[Saved entries]
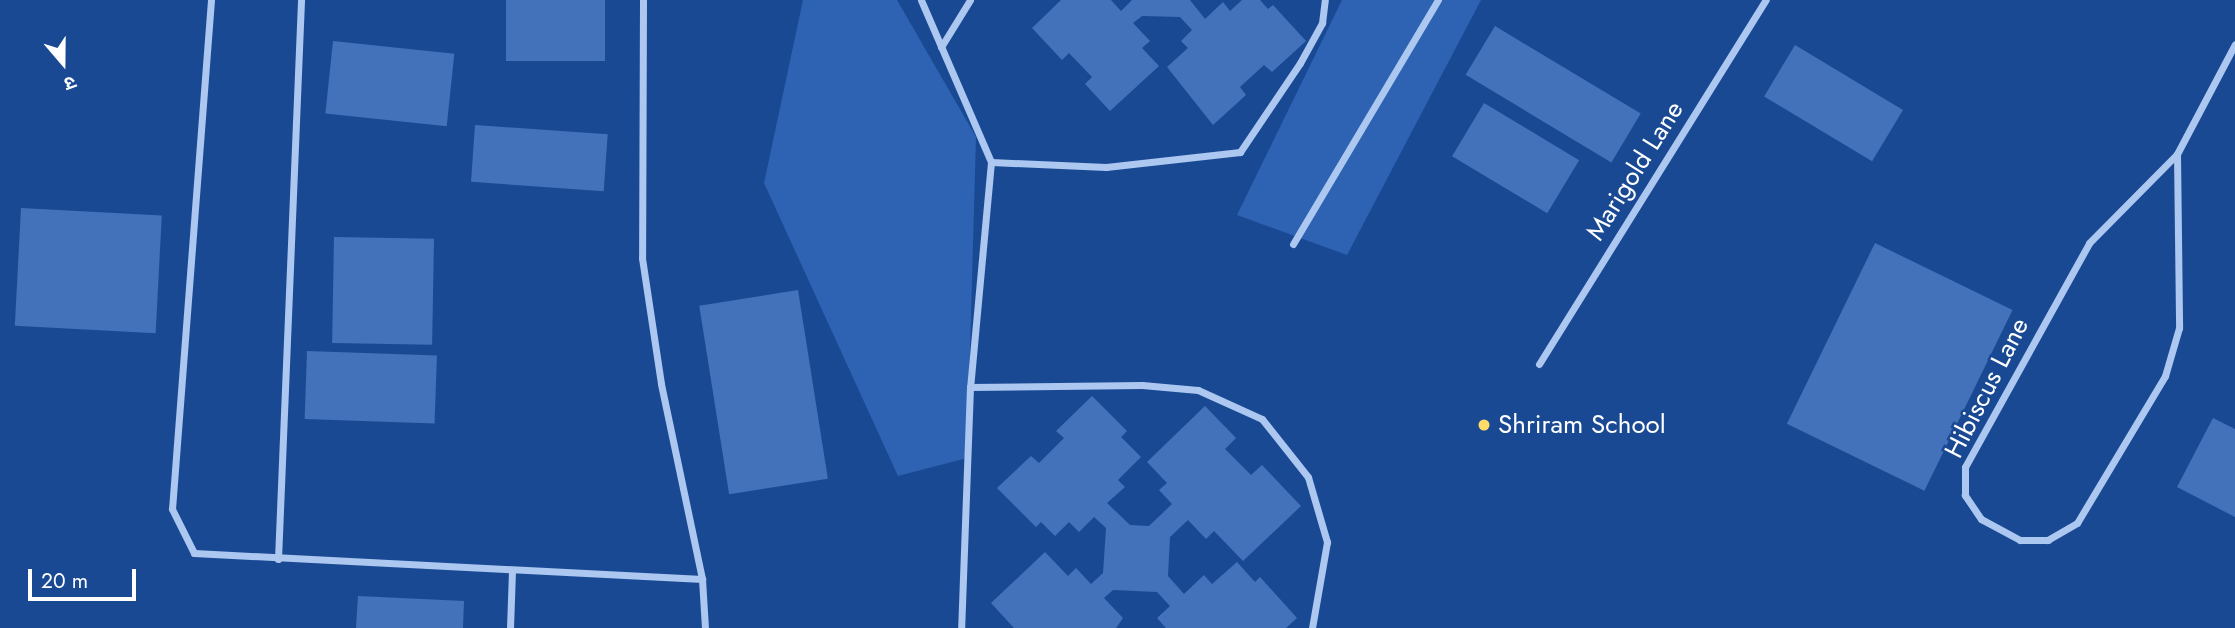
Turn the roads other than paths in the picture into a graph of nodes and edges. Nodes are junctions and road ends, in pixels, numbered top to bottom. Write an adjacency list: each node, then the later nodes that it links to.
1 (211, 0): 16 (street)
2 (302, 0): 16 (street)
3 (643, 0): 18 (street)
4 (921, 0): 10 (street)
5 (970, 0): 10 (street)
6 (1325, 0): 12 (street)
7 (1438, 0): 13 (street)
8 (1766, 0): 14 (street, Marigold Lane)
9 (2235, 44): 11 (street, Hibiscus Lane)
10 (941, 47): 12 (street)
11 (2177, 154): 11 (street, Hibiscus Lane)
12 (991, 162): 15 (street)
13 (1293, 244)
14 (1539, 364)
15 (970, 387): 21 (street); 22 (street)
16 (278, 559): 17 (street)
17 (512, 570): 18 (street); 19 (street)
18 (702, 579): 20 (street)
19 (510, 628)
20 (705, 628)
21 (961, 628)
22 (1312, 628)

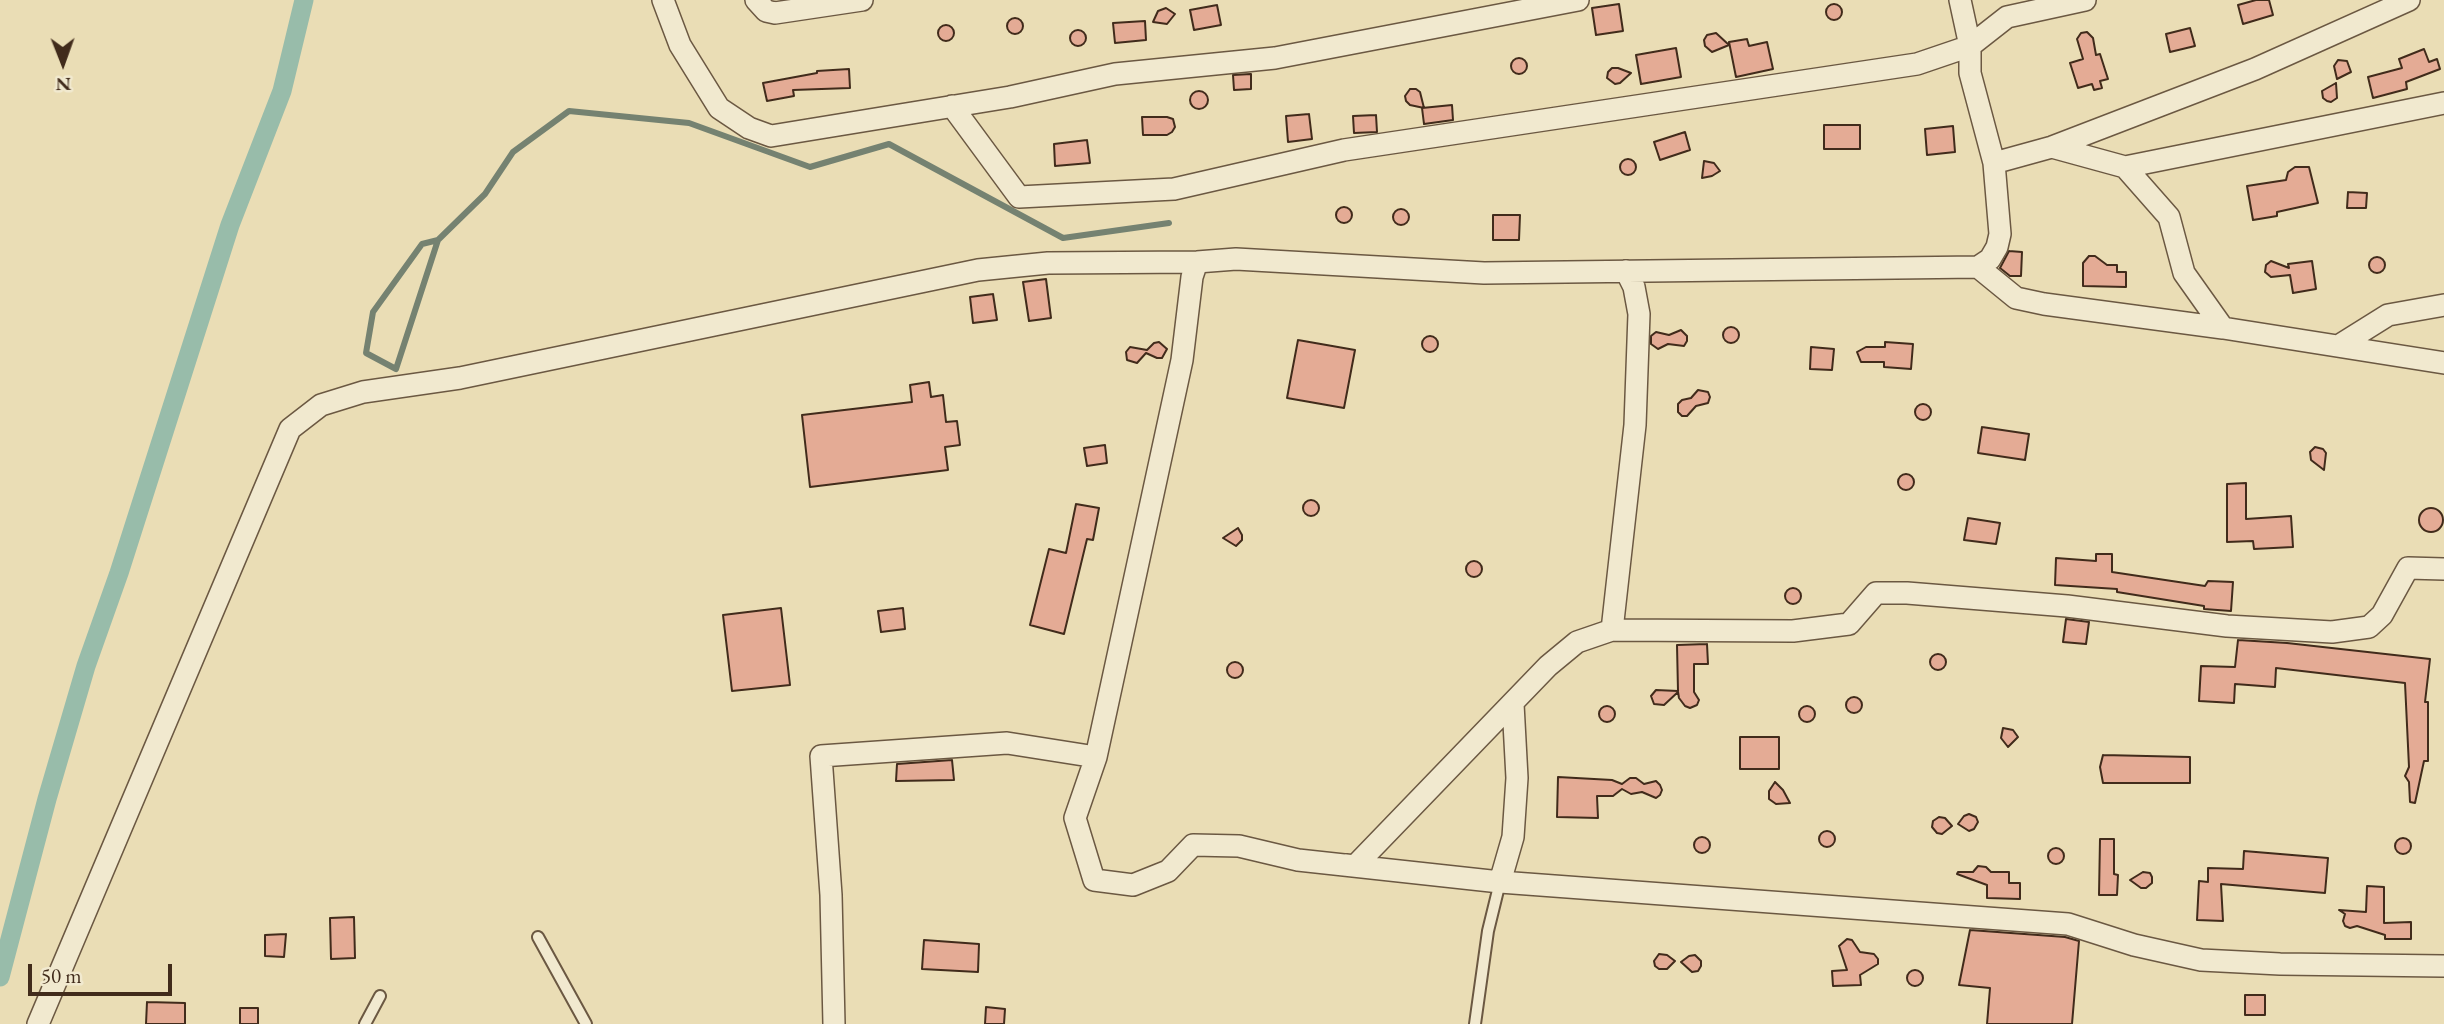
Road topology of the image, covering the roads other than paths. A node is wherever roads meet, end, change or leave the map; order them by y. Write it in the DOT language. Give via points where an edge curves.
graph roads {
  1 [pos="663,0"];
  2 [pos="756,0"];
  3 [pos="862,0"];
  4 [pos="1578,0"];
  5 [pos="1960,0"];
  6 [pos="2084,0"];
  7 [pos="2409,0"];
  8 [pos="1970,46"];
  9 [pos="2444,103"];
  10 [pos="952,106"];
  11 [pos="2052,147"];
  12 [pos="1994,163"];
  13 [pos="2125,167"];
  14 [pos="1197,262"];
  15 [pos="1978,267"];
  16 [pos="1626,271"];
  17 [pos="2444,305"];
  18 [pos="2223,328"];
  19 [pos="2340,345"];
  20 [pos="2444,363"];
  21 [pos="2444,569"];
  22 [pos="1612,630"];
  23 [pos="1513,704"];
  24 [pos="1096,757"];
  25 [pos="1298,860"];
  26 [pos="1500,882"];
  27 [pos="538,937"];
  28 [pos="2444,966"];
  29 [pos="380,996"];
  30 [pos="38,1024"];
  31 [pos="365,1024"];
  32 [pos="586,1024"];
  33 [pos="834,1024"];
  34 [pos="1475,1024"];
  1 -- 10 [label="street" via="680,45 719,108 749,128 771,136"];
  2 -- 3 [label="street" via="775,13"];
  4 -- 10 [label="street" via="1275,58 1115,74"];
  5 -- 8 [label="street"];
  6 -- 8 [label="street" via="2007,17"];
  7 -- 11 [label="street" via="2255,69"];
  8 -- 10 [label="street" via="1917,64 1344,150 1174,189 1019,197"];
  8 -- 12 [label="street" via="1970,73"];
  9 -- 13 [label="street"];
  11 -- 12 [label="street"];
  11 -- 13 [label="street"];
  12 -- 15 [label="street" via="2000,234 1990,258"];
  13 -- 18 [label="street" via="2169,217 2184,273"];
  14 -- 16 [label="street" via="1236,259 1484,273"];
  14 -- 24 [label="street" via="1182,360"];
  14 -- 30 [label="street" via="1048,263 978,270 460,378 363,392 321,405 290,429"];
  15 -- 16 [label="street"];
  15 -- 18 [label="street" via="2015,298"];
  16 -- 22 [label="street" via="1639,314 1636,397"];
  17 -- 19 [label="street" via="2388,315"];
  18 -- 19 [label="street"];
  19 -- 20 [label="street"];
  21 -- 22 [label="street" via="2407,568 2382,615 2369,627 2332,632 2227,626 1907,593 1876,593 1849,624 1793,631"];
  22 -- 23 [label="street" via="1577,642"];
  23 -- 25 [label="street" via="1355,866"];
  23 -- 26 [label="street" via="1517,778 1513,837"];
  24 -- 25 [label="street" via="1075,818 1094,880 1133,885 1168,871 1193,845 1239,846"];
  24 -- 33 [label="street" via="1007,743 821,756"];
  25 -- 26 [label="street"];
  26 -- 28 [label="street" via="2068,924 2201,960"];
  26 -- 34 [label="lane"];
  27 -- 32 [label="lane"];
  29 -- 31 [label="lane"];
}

--

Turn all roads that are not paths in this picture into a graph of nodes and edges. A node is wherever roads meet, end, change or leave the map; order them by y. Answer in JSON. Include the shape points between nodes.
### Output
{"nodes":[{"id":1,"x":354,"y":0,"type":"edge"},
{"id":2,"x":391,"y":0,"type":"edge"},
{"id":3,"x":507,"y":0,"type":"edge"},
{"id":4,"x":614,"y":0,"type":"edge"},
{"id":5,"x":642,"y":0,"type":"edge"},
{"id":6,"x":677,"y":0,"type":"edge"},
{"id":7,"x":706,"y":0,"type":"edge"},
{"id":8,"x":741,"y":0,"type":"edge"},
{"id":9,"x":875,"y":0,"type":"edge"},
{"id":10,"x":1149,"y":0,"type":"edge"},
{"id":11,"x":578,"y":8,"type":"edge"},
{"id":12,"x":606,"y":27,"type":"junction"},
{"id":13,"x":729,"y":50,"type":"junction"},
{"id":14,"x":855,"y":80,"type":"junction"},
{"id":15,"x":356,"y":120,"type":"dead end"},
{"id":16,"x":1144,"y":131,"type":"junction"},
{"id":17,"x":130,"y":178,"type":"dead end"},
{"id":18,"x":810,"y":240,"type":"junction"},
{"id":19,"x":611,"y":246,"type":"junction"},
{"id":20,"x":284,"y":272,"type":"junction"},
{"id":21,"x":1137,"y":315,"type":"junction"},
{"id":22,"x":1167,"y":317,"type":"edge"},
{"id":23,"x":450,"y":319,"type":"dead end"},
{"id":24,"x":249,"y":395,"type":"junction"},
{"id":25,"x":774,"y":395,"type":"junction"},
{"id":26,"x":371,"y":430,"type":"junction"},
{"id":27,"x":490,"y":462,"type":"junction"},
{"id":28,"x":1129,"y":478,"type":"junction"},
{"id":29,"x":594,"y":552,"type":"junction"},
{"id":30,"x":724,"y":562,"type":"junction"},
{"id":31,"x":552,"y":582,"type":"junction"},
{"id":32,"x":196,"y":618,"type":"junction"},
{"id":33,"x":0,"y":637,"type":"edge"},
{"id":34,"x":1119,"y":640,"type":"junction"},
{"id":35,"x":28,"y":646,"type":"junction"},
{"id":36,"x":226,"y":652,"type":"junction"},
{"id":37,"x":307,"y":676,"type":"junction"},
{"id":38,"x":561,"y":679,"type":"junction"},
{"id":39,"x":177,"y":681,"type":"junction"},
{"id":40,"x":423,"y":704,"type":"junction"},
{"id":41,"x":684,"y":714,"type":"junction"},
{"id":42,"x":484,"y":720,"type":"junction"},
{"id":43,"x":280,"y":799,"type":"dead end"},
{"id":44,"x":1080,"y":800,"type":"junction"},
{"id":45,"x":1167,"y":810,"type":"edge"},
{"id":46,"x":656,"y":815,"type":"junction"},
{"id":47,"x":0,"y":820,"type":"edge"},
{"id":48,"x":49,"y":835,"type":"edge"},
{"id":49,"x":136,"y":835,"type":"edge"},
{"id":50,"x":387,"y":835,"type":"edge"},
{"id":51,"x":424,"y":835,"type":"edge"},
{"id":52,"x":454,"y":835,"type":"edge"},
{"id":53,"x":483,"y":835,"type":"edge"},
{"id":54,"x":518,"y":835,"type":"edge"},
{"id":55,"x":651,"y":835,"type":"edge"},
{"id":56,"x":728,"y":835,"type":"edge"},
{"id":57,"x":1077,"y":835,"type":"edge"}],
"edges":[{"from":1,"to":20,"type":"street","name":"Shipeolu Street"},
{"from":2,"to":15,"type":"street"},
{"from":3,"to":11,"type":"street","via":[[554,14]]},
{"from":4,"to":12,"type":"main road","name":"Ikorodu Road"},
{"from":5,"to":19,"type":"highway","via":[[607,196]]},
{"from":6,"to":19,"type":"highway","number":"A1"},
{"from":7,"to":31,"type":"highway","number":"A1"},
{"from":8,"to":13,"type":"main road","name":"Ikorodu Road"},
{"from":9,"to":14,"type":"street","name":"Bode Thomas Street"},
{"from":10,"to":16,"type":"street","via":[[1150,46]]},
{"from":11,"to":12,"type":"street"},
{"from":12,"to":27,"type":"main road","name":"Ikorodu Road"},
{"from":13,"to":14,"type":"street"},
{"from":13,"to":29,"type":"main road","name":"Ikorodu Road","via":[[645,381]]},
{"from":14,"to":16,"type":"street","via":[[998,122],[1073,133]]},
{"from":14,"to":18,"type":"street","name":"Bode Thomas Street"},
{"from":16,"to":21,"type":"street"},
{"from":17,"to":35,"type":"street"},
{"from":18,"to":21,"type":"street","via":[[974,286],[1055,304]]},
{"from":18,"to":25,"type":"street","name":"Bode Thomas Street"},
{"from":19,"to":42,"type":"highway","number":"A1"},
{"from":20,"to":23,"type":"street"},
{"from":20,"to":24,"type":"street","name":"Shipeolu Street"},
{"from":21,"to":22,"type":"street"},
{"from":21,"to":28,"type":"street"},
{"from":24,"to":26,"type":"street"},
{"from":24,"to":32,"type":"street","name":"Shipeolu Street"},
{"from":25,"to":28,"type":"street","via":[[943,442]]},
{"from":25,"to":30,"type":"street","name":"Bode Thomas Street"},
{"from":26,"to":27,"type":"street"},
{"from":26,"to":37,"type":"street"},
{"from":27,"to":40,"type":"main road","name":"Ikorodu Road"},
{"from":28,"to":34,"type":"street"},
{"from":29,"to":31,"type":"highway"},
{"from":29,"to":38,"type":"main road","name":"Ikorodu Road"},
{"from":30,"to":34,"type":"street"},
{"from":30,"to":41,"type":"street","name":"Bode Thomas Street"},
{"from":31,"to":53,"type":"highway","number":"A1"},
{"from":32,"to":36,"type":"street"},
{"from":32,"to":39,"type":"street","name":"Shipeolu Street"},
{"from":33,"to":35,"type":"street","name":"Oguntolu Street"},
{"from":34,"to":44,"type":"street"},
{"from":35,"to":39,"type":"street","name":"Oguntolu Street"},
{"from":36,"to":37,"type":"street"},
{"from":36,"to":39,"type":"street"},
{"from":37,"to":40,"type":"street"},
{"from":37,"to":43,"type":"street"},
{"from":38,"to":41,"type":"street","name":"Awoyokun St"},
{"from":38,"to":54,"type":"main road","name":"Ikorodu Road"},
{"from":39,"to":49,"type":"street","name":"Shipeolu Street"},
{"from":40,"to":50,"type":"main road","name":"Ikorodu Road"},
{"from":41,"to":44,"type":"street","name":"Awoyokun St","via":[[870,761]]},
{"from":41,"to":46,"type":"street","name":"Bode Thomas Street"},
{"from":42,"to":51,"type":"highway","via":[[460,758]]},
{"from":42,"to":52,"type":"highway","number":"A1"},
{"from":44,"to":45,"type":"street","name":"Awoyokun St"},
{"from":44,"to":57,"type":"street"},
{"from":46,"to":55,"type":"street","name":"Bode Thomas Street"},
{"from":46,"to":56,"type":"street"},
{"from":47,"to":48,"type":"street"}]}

» **EXERCISE GOAL**
Check each line of the data above for the word "other" and copy the ones where it is found.

» **FINISHED TASK**
Turn the roads other than paths in the picture into a graph of nodes and edges. Nodes are junctions and road ends, in pixels, numbered top to bottom. Write an adjacency list: each node, then the later nodes that it links to.
Road topology of the image, covering the roads other than paths. A node is wherever roads meet, end, change or leave the map; order them by y. Write it in the DOT language. Give via points where an edge curves.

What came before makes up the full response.